The Work Programme in Wales
The Work Programme is the latest government-contracted employment programme, which aims to support long-term jobseekers into work and off unemployment benefits. Launched in June 2011, the Work Programme replaced a number of previous welfare-to-work programmes and consolidates employment support for a very wide range of jobseekers into a single mainstream programme. Providers, who are predominantly commercial companies, provide support to participants, for example with building CVs, interview techniques, confidence-building, mentoring, work experience and skills training, and receive payments for finding participants sustained employment.
The Committee says:
- The Work Programme was designed to be an improvement on previous welfare-to-work schemes by incentivising providers to support jobseekers with the most severe barriers to employment, such as those on Employment and Support Allowance (which replaced Incapacity Benefit and Income Support). This is a worthy ambition, and a significant challenge, but the programme’s success in assisting the most challenging claimants is yet to be proven.
- The Department for Work and Pensions should review—including a review of the differentiated pricing structure—whether there are means better to incentivise providers to support jobseekers with the most severe barriers to employment, including Employment and Support Allowance claimants.
- Working Links Wales and Rehab Jobfit—the two providers operating in Wales—must ensure that both they and their subcontractors have specific measures in place to support lone parents, who the Committee is concerned are particularly struggling to find sustained employment through the Work Programme in Wales compared to other parts of Great Britain.

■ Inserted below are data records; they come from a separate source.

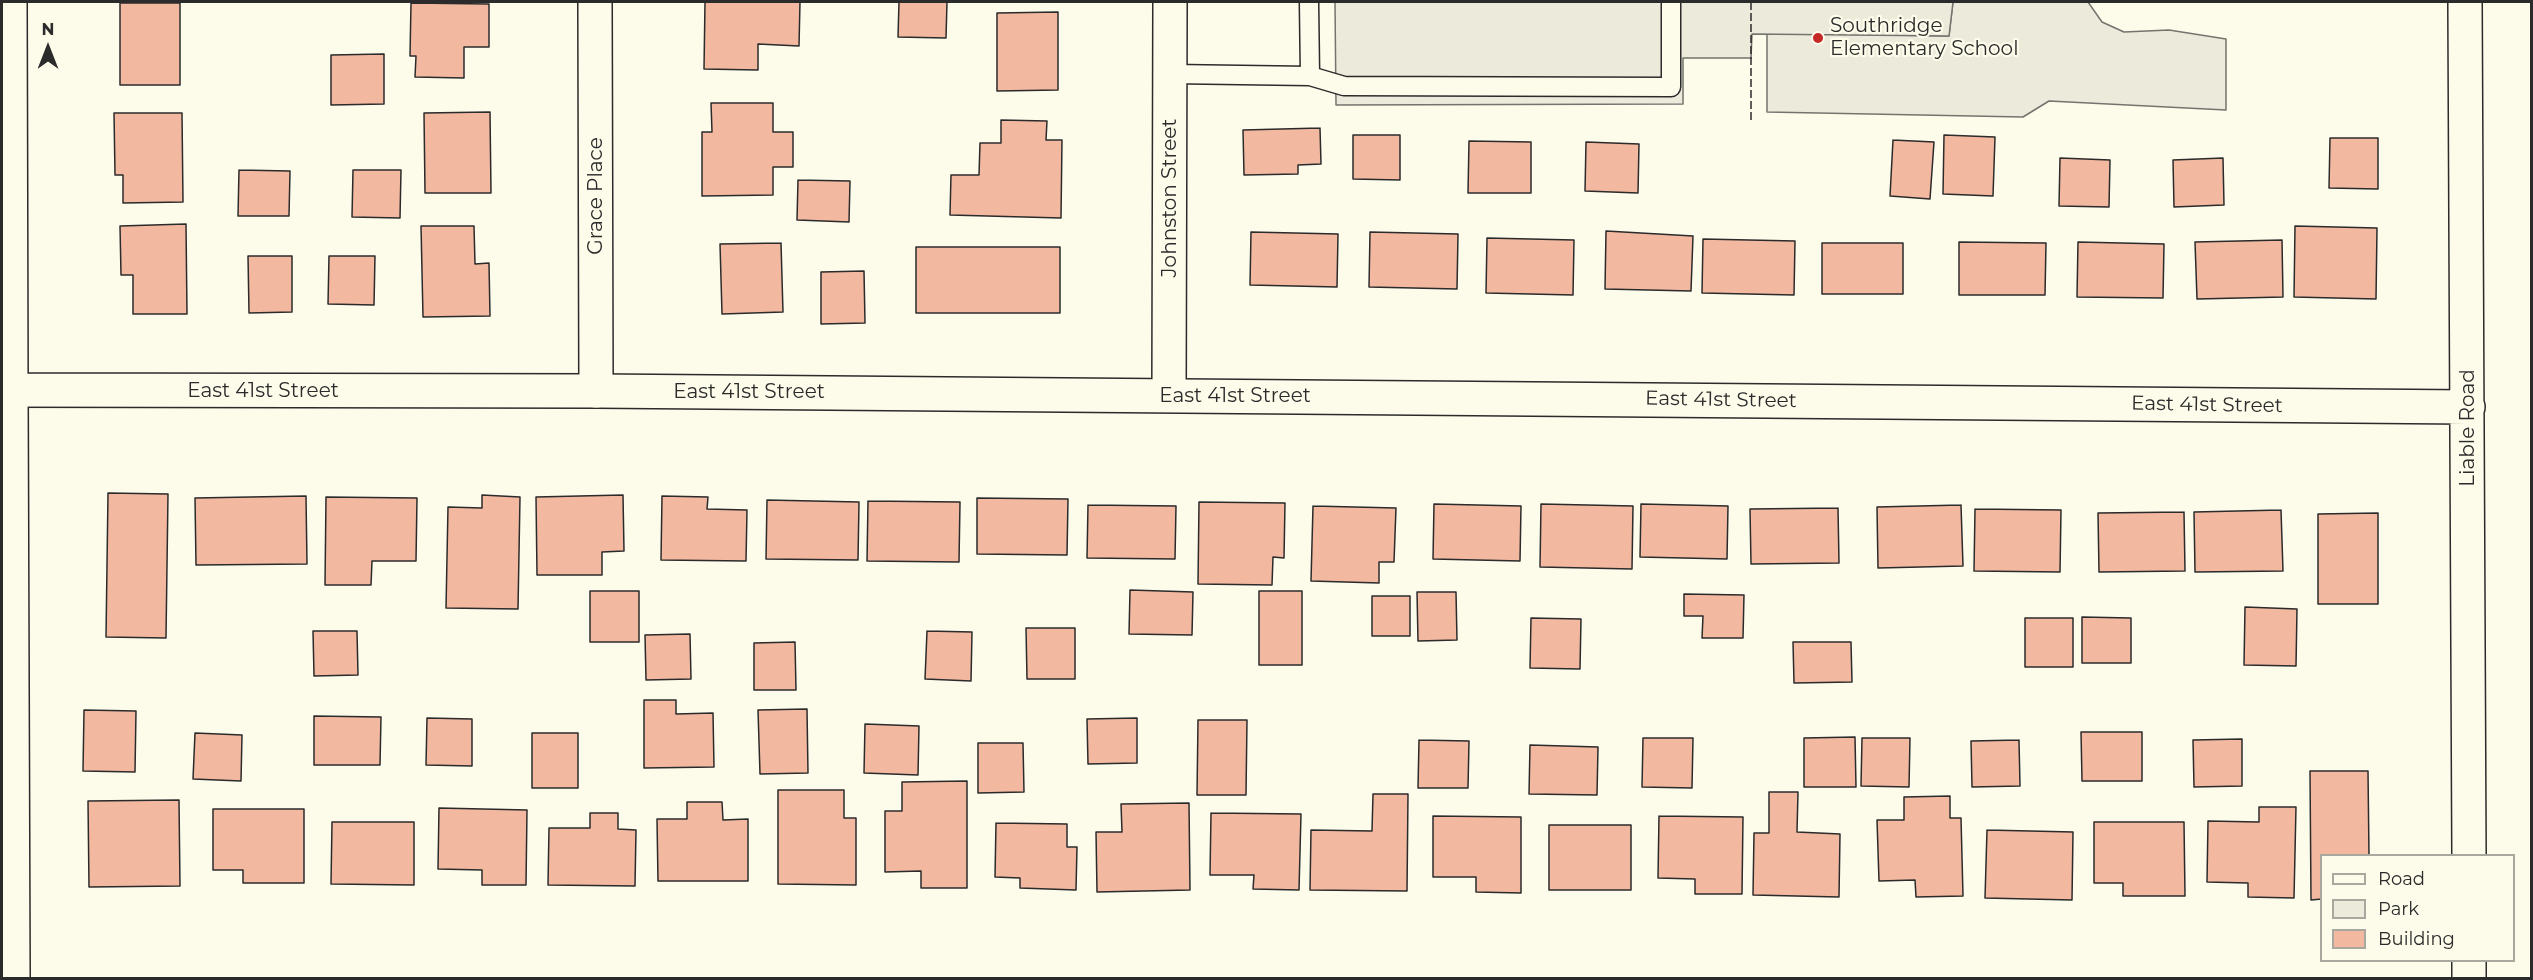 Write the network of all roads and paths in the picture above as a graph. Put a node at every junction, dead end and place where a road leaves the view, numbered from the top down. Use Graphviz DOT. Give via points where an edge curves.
graph roads {
  1 [pos="10,2"];
  2 [pos="595,2"];
  3 [pos="1170,2"];
  4 [pos="1308,2"];
  5 [pos="1671,2"];
  6 [pos="2465,2"];
  7 [pos="1171,74"];
  8 [pos="1310,76"];
  9 [pos="6,390"];
  10 [pos="596,391"];
  11 [pos="1169,395"];
  12 [pos="2468,407"];
  13 [pos="2469,854"];
  14 [pos="2469,962"];
  15 [pos="13,978"];
  16 [pos="2469,978"];
  1 -- 9 [label="street"];
  2 -- 10 [label="street, Grace Place"];
  3 -- 7 [label="street, Johnston Street"];
  4 -- 8 [label="lane"];
  5 -- 8 [label="lane" via="1671,87 1344,86"];
  6 -- 12 [label="street, Liable Road"];
  7 -- 8 [label="lane"];
  7 -- 11 [label="street, Johnston Street"];
  9 -- 10 [label="street, East 41st Street"];
  9 -- 15 [label="street"];
  10 -- 11 [label="street, East 41st Street"];
  11 -- 12 [label="street, East 41st Street"];
  12 -- 13 [label="street, Liable Road"];
  14 -- 16 [label="street"];
}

- Work Programme participants in Wales—unlike those in England—cannot access European Social Fund training and skills courses: this is hampering the performance of the Work Programme in Wales and ultimately the opportunities available to the long-term unemployed. The DWP and Welsh government must resolve this by February 2014.

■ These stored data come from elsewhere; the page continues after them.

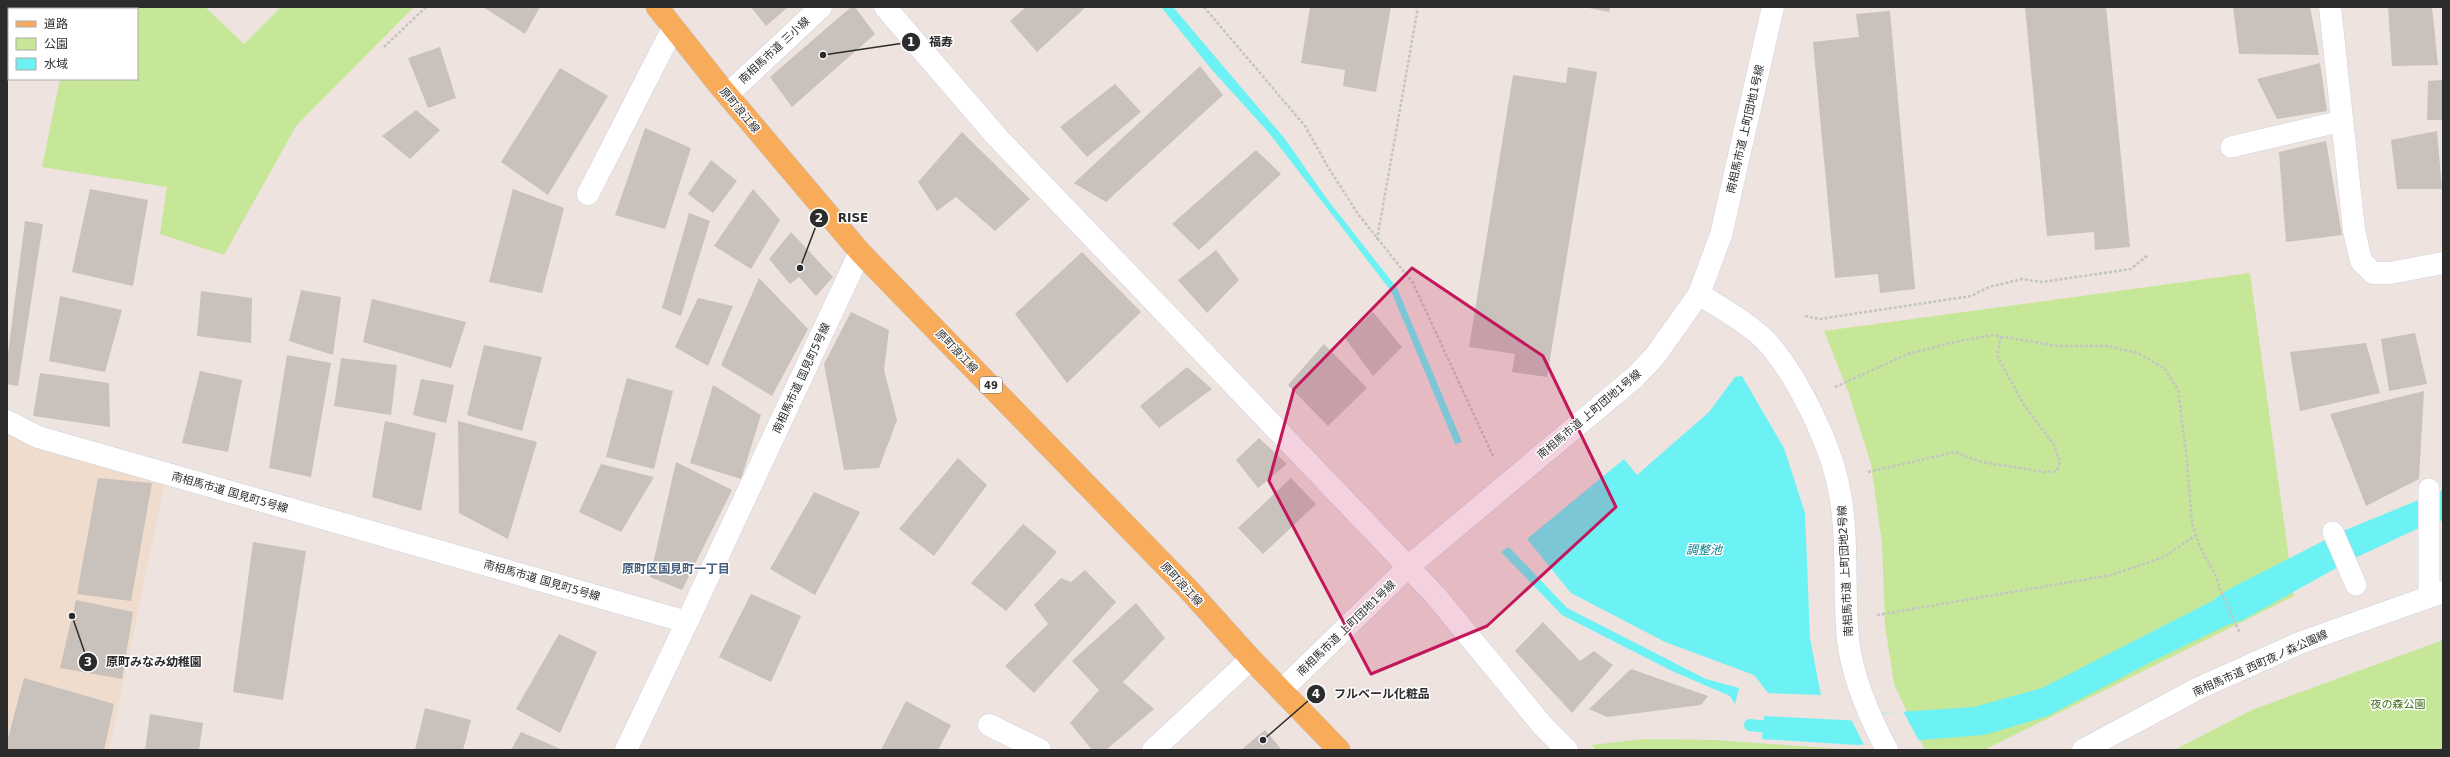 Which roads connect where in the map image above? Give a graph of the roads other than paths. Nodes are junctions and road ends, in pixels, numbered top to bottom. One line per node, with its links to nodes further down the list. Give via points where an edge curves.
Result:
1 (657, 7): 6 (main road, 原町浪江線 / 49)
2 (821, 7): 7 (street, 南相馬市道 三小線)
3 (885, 7): 17 (street, via 998,138)
4 (1773, 7): 13 (street, 南相馬市道 上町団地1号線, via 1721,235)
5 (2330, 7): 8 (street)
6 (673, 28): 7 (main road, 原町浪江線 / 49); 10 (street)
7 (728, 94): 11 (main road, 原町浪江線 / 49, via 798,181)
8 (2342, 121): 9 (lane); 12 (street, via 2354,230 2361,261 2374,273 2390,273)
9 (2231, 147)
10 (588, 194)
11 (860, 252): 20 (street, 南相馬市道 国見町5号線); 21 (main road, 原町浪江線 / 49, via 1189,590)
12 (2443, 263)
13 (1699, 294): 17 (street, 南相馬市道 上町団地1号線, via 1655,356 1635,377); 29 (street, 南相馬市道 上町団地2号線, via 1766,341 1797,385 1823,437 1839,488 1844,527 1848,640 1854,672)
14 (7, 421): 20 (street, 南相馬市道 国見町5号線, via 38,437)
15 (2429, 489): 19 (lane)
16 (2332, 532): 18 (lane)
17 (1408, 567): 22 (street, 南相馬市道 上町団地1号線); 28 (street, via 1435,595 1543,726)
18 (2356, 585)
19 (2436, 594): 30 (street, 南相馬市道 西町夜ノ森公園線, via 2302,642 2199,688)
20 (687, 622): 24 (street)
21 (1251, 659): 22 (main road, 原町浪江線 / 49); 26 (street)
22 (1282, 690): 27 (main road, 原町浪江線 / 49)
23 (989, 725): 25 (street)
24 (626, 750)
25 (1040, 750)
26 (1153, 750)
27 (1339, 750)
28 (1567, 750)
29 (1887, 750)
30 (2083, 750)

- Similarly, DWP must enable participants to exit the Work Programme if required in order to access Jobs Growth Wales.
In Wales one in nine people who joined the Work Programme in its first two years found sustained employment (defined as 13 or 26 weeks). The Committee is concerned that this is the lowest rate in Great Britain, though not much lower than the average.

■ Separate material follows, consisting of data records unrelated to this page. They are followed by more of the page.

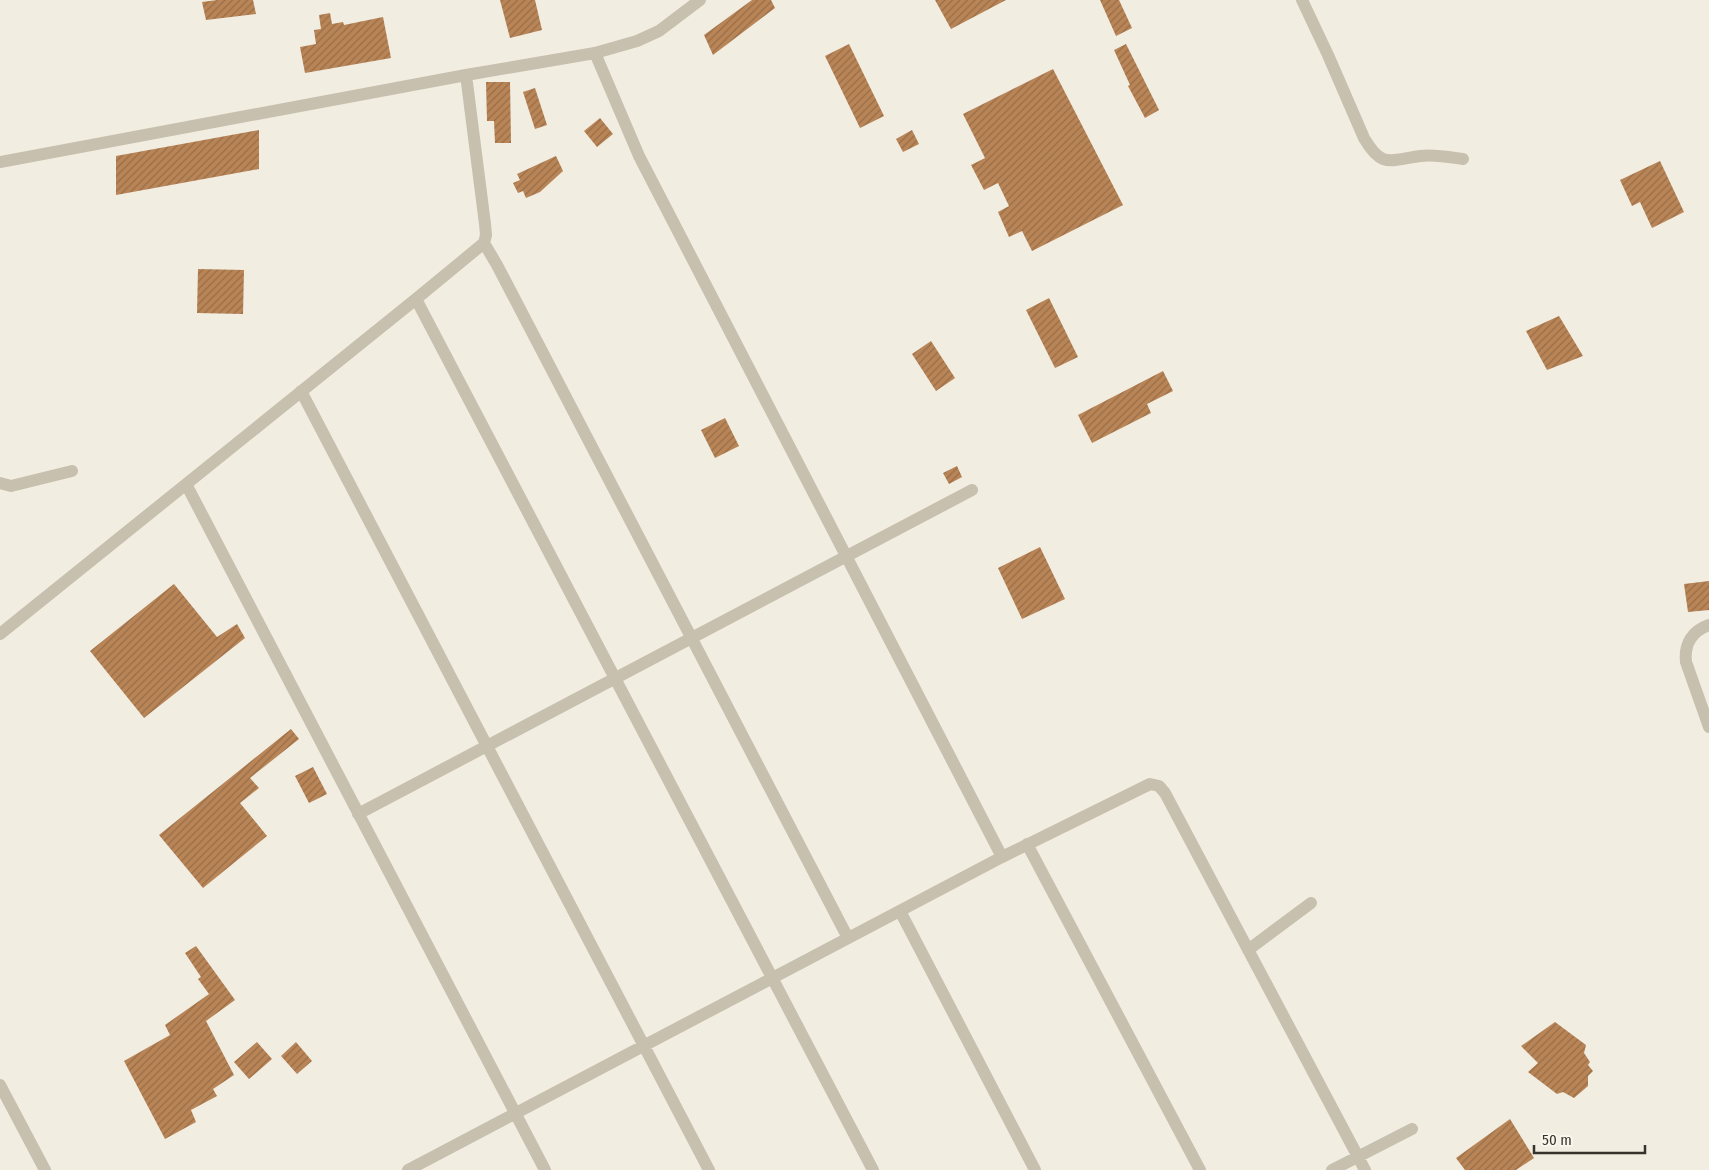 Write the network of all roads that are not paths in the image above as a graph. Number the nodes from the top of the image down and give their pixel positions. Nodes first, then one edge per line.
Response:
1 (700, 0) edge
2 (1302, 0) edge
3 (595, 53) junction
4 (466, 75) junction
5 (1463, 159) dead end
6 (0, 162) edge
7 (484, 243) junction
8 (416, 300) junction
9 (301, 391) junction
10 (72, 471) dead end
11 (0, 483) edge
12 (186, 484) junction
13 (972, 490) dead end
14 (846, 556) junction
15 (1709, 625) edge
16 (0, 634) edge
17 (692, 638) junction
18 (616, 679) junction
19 (1709, 727) edge
20 (486, 747) junction
21 (358, 814) junction
22 (1027, 844) junction
23 (1002, 857) junction
24 (1311, 903) dead end
25 (900, 911) junction
26 (848, 938) junction
27 (1248, 950) junction
28 (772, 978) junction
29 (644, 1046) junction
30 (0, 1085) edge
31 (516, 1113) junction
32 (1412, 1129) dead end
33 (1358, 1157) junction
34 (45, 1170) edge
35 (408, 1170) edge
36 (546, 1170) edge
37 (709, 1170) edge
38 (873, 1170) edge
39 (1035, 1170) edge
40 (1200, 1170) edge
41 (1332, 1170) edge
42 (1365, 1170) edge

1 - 3 street
2 - 5 street
3 - 4 street
3 - 14 street
4 - 6 street
4 - 7 street
7 - 8 street
7 - 17 street
8 - 9 street
8 - 18 street
9 - 12 street
9 - 20 street
10 - 11 street
12 - 16 street
12 - 21 street
13 - 14 street
14 - 17 street
14 - 23 street
15 - 19 street
17 - 18 street
17 - 26 street
18 - 20 street
18 - 28 street
20 - 21 street
20 - 29 street
21 - 31 street
22 - 23 street
22 - 27 street
22 - 40 street
23 - 25 street
24 - 27 street
25 - 26 street
25 - 39 street
26 - 28 street
27 - 33 street
28 - 29 street
28 - 38 street
29 - 31 street
29 - 37 street
30 - 34 street
31 - 35 street
31 - 36 street
32 - 33 street
33 - 41 street
33 - 42 street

In addition, though the Work Programme’s performance has been improving over time, both in Wales and Great Britain, performance in Wales has fallen behind the Great Britain average for the most recent groups to have completed one year on the programme.
The Welsh Government’s Welsh European Funding Office determined that Work Programme participants would not be allowed to access other courses funded by European Social Funds (ESF) because it constituted double-funding under EU rules. The Scottish Government has taken a similar decision in Scotland. This is not the case in England, where customers are able to access Skills Funding Agency programmes which are part funded by ESF.
Chair of the Committee
David Davies MP, Chair of the Committee, said: "The key issue here seems to be that there is a lack of flexibility in and between the various programmes set up to get people into work, and that this lack of flexibility appears to be more marked in Wales. It is obviously a matter of concern to us that the success rates in Wales are the lowest in Great Britain.
"The Work programme is designed to help particularly people facing multiple barriers to entering or re-entering the workplace, people who have been already out of work for two years. The last thing we need in this situation is bureaucracy getting in the way of people simply being able to do what is most effective. The fact that different programmes are funded differently or run by different organisations should not be "visible" or create barriers at the point of delivery. The point is to get people in to work, for all the benefits that brings both to them and to the public purse. That must be the sole focus and these artificial barriers must be removed."